For Prevatt, the victory is affirmation that his methods are working.
“It’s just an honor,” Prevatt said. “It was awesome for our farm to be the national Carbon Cup winner. I feel like it’s an honor for everyone we competed with because it shows we’re all committed to putting more carbon in our soil and making it healthier, particularly here in the Southeast. We’re all on the same mission, that’s our real goal.”
Prevatt said that he started turning his attention toward the family farm in 2008.
“That’s when I really started to get focused and studied our operating systems to see how we could improve,” Prevatt said. “Since then, we’ve just been trying to make improvements, trying to better our resources.”
Prevatt said the mission of sustainability required the Black Belt farm to “adapt over time,” employing different tactics – testing a diverse mix of cover crops meant to go deep into the soil, breaking it up and infusing it with nitrogen, perfect for cattle grazing; frequently moving high-density cattle herds, which forage briefly and tamp manure into the soil making it healthier and better for crops.
“By focusing on these practices, we’re able to improve the health of our soil,” Prevatt said. “On the other hand, we’re also providing a benefit to the environment we all live and work in.
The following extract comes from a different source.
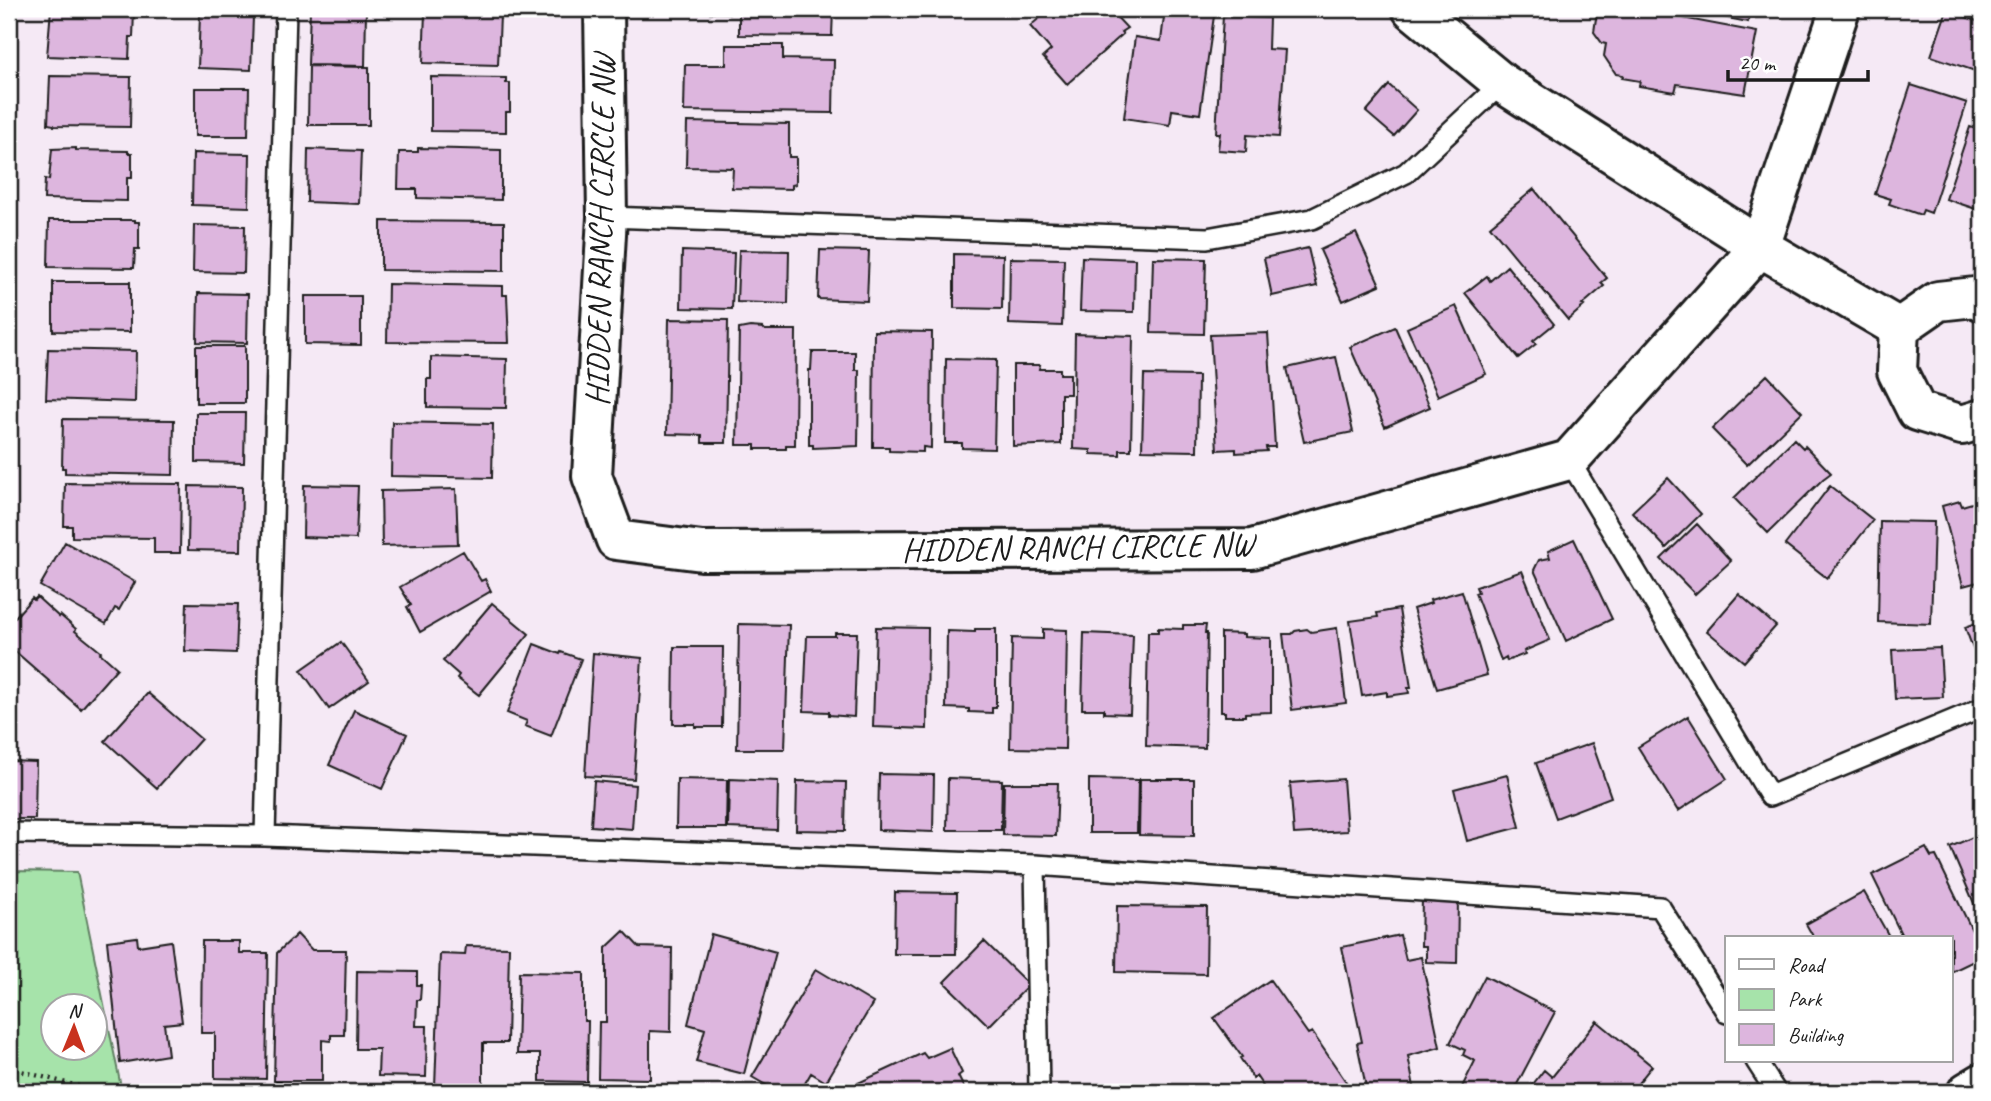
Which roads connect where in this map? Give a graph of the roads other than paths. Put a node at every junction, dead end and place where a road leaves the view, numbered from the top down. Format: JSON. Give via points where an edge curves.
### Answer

We want to do as much good as possible. Everything we did for the environment helped our system locally. You can’t just do this for the environment, but doing this improves the systems we have to produce food from and the environment.”
According to Prevatt, his farm offsets the carbon impact of over 850 flights from JFK International Airport in New York to Los Angeles International Airport in California.
“The fact that one small farm can contain that much carbon in its soil is incredible,” Prevatt said. “It’s just taking it day by day for us – just doing the little management practices and applications over and over has really been important. We try to provide diversity in our system as much as possible because nature is really diverse.”